Your Location, Your Data
On Tuesday the talented team at Brickhouse launched Fire Eagle, Yahoo!’s user location management platform, to loud acclaim.
I’ve been a huge fan of Fire Eagle since its inception — as a business driver it was conceived to slice horizontally through the vertical towers that now dominate the Location Based Services landscape. Its launch not only returns ownership of User Location to the hands of the user, but undoubtedly triggers the tearing out of hair and significant re-writing of business plans; this can only be good — opening user location ensures that new businesses are built on the opportunities this affords, and not on the ‘captive audience, closed service’ concepts that currently dominate.
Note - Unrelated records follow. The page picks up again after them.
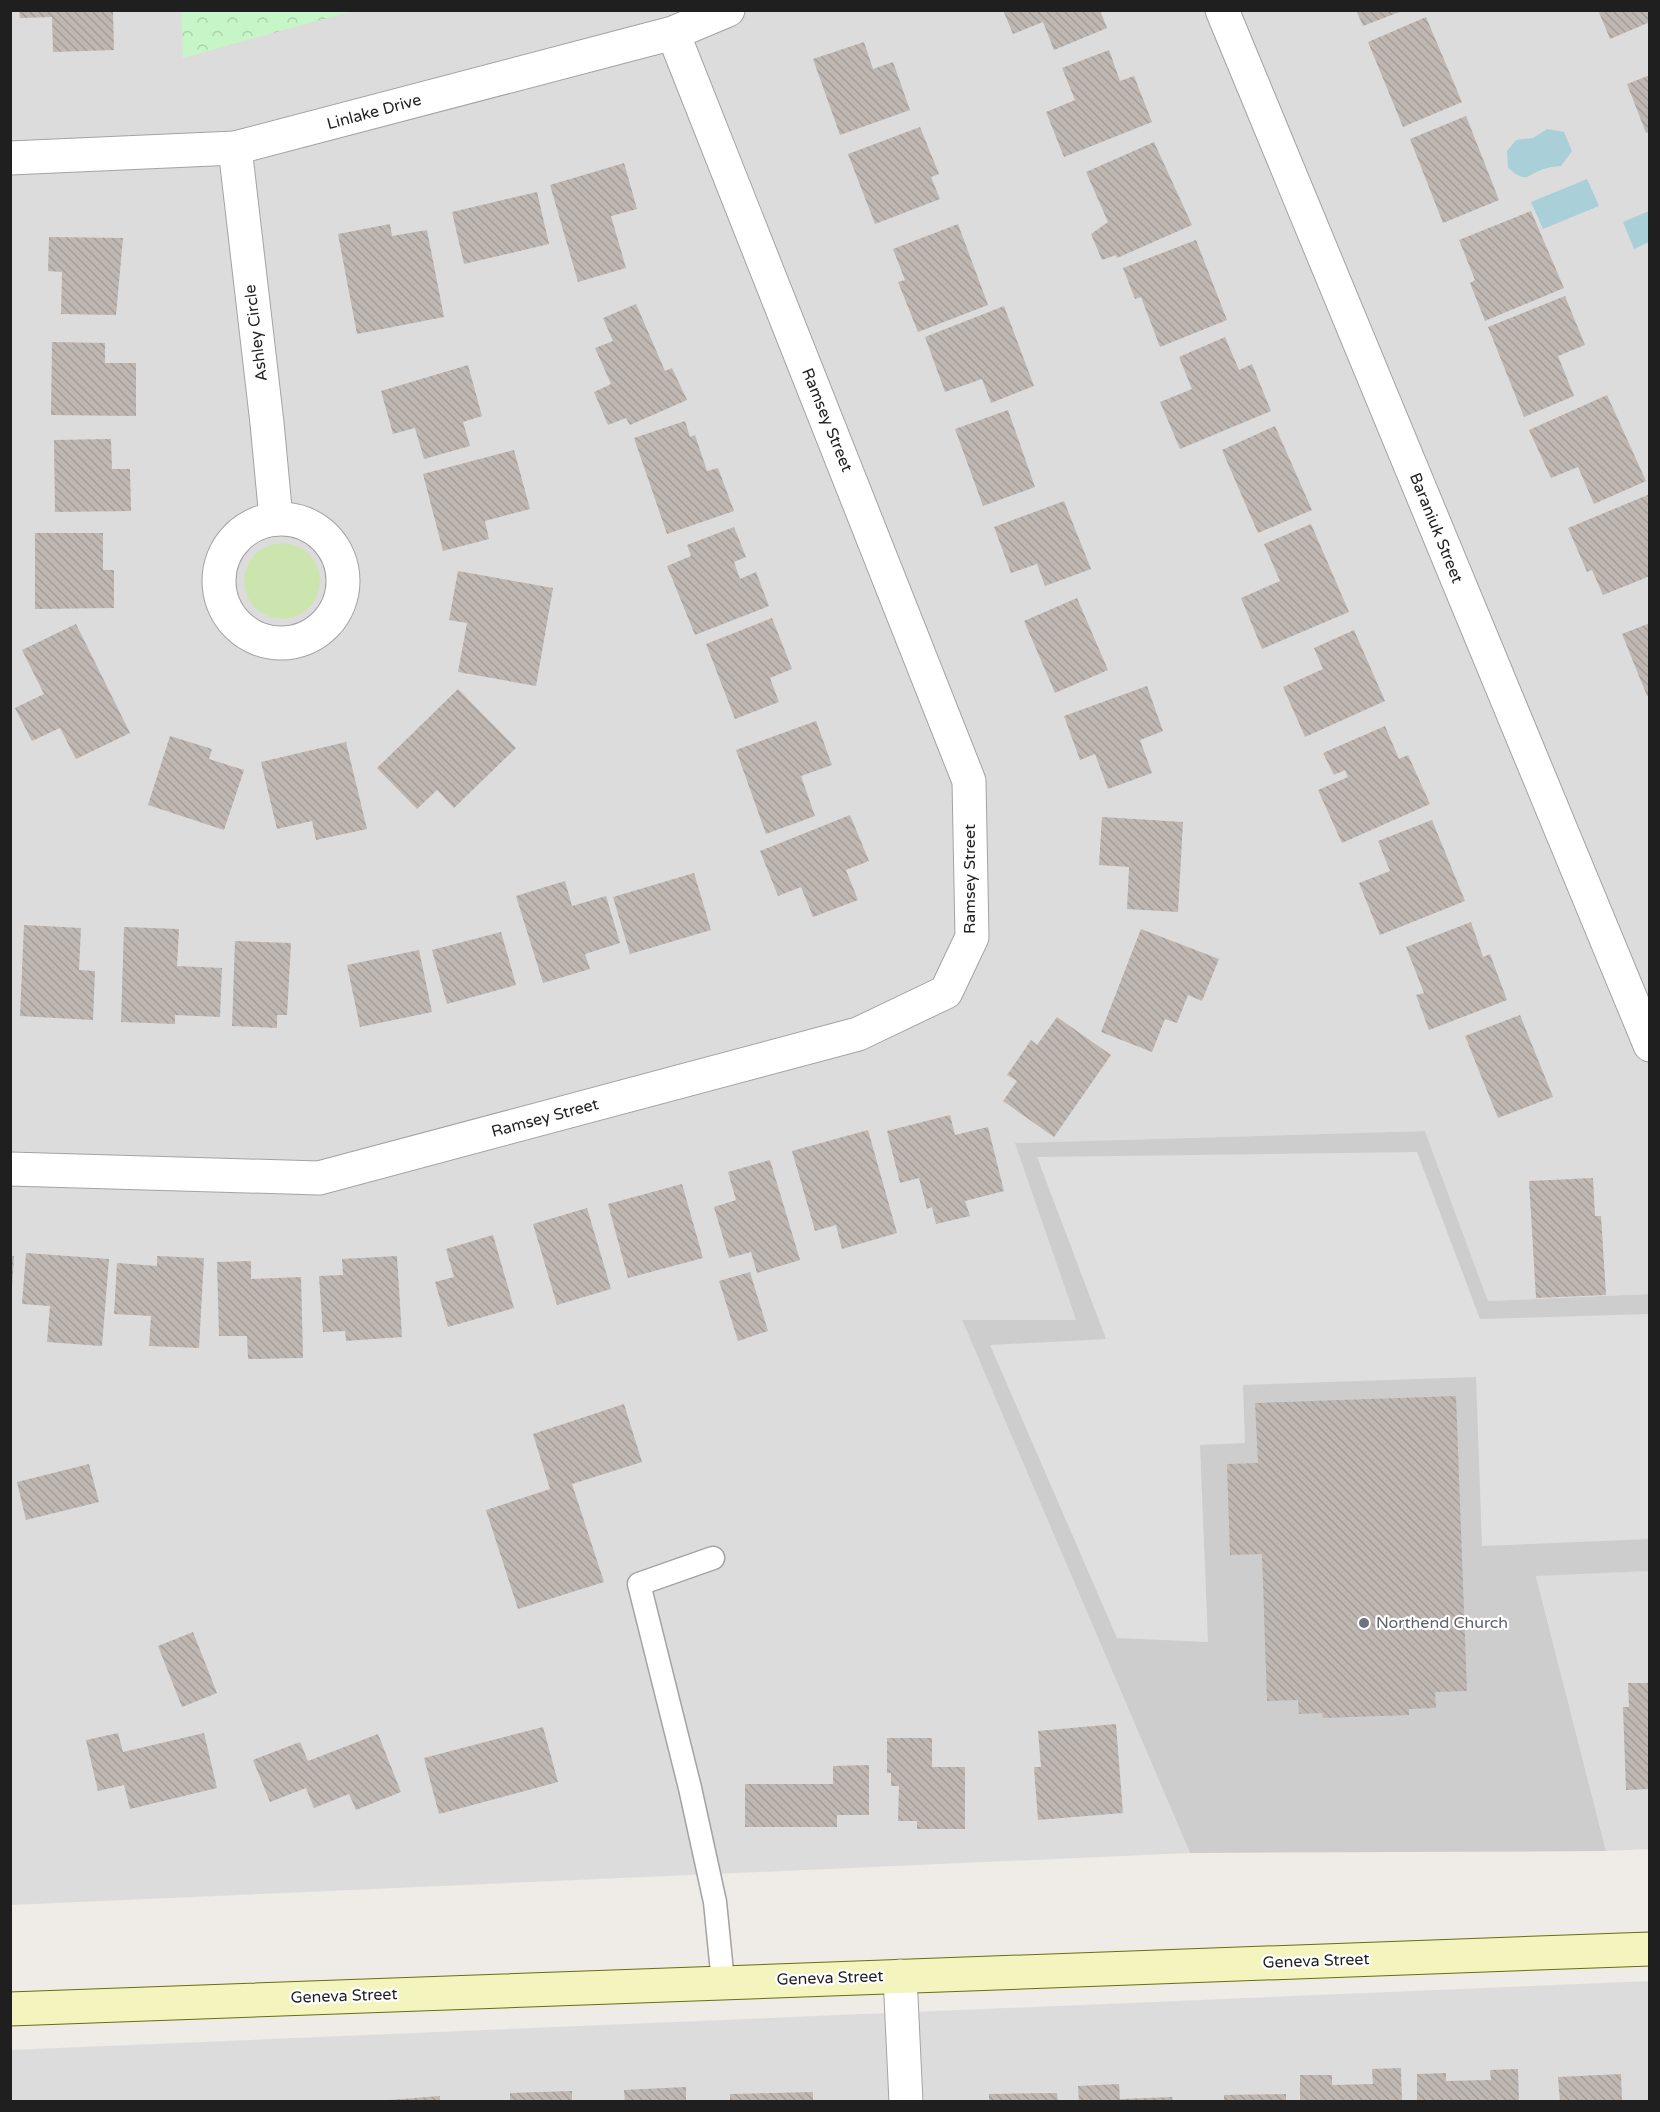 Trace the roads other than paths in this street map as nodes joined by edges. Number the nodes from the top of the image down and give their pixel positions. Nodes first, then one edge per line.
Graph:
1 (728, 10) edge
2 (1222, 10) edge
3 (674, 33) junction
4 (235, 148) junction
5 (10, 158) edge
6 (276, 519) dead end
7 (1650, 1045) edge
8 (10, 1168) edge
9 (713, 1558) dead end
10 (1650, 1949) edge
11 (900, 1976) junction
12 (723, 1982) junction
13 (10, 2009) edge
14 (906, 2102) edge

1 - 3 street, Linlake Drive
2 - 7 street, Baraniuk Street
3 - 4 street, Linlake Drive
3 - 8 street, Ramsey Street
4 - 5 street, Linlake Drive
4 - 6 street, Ashley Circle
9 - 12 lane
10 - 11 main road, Geneva Street
11 - 12 main road, Geneva Street
11 - 14 street
12 - 13 main road, Geneva Street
The product ethos is focused wholly on protecting user privacy while exposing the power of location; this is what really is most impressive. While developers usually tout the ‘heavy lifting’ that Fire Eagle does to make geolocation appear easy (more on this below), I would suggest that Fire Eagle’s greatest success is the care and attention evident in the product to ensure that users have complete control over who has access to their location, and at what granularity this is exposed. Far from shying away from the complex and at times intractably confused technical and policy issues surrounding user location, privacy, and geolocation, the Fire Eagle Team has carefully met them head-on and delivered a well-conceived, innovative, and enabling technology. This is delicate ground, certainly, and each subsequent step must be taken with similar diligence, but I am very excited to see what new ideas, products, and businesses emerge from Open User Location.
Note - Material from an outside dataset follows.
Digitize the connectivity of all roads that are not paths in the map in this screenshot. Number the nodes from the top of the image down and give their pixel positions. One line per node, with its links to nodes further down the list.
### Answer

I am, of course, hardly an unbiased observer: the Yahoo! Geo Technologies team provides the machinery that performs the aforementioned ‘heavy lifting’. Our tech helps Fire Eagle determine where on earth its users are, assists with its geographic granularity protection, and ensures that developers can integrate the geographic data returned by Fire Eagle with other systems via ‘where on earth’ IDs (WOEIDs) and our GeoPlanet Web service. In a similar manner we also power the geoinformatics underlying Flickr’s new geotagging service. Combined with the significant geo wizardry and craft of the Fire Eagle, Flickr, and other teams at Yahoo!, we are continuing to provide the tools and platforms to spatially enable the Web and provide our users with the most personally georelevant experience possible.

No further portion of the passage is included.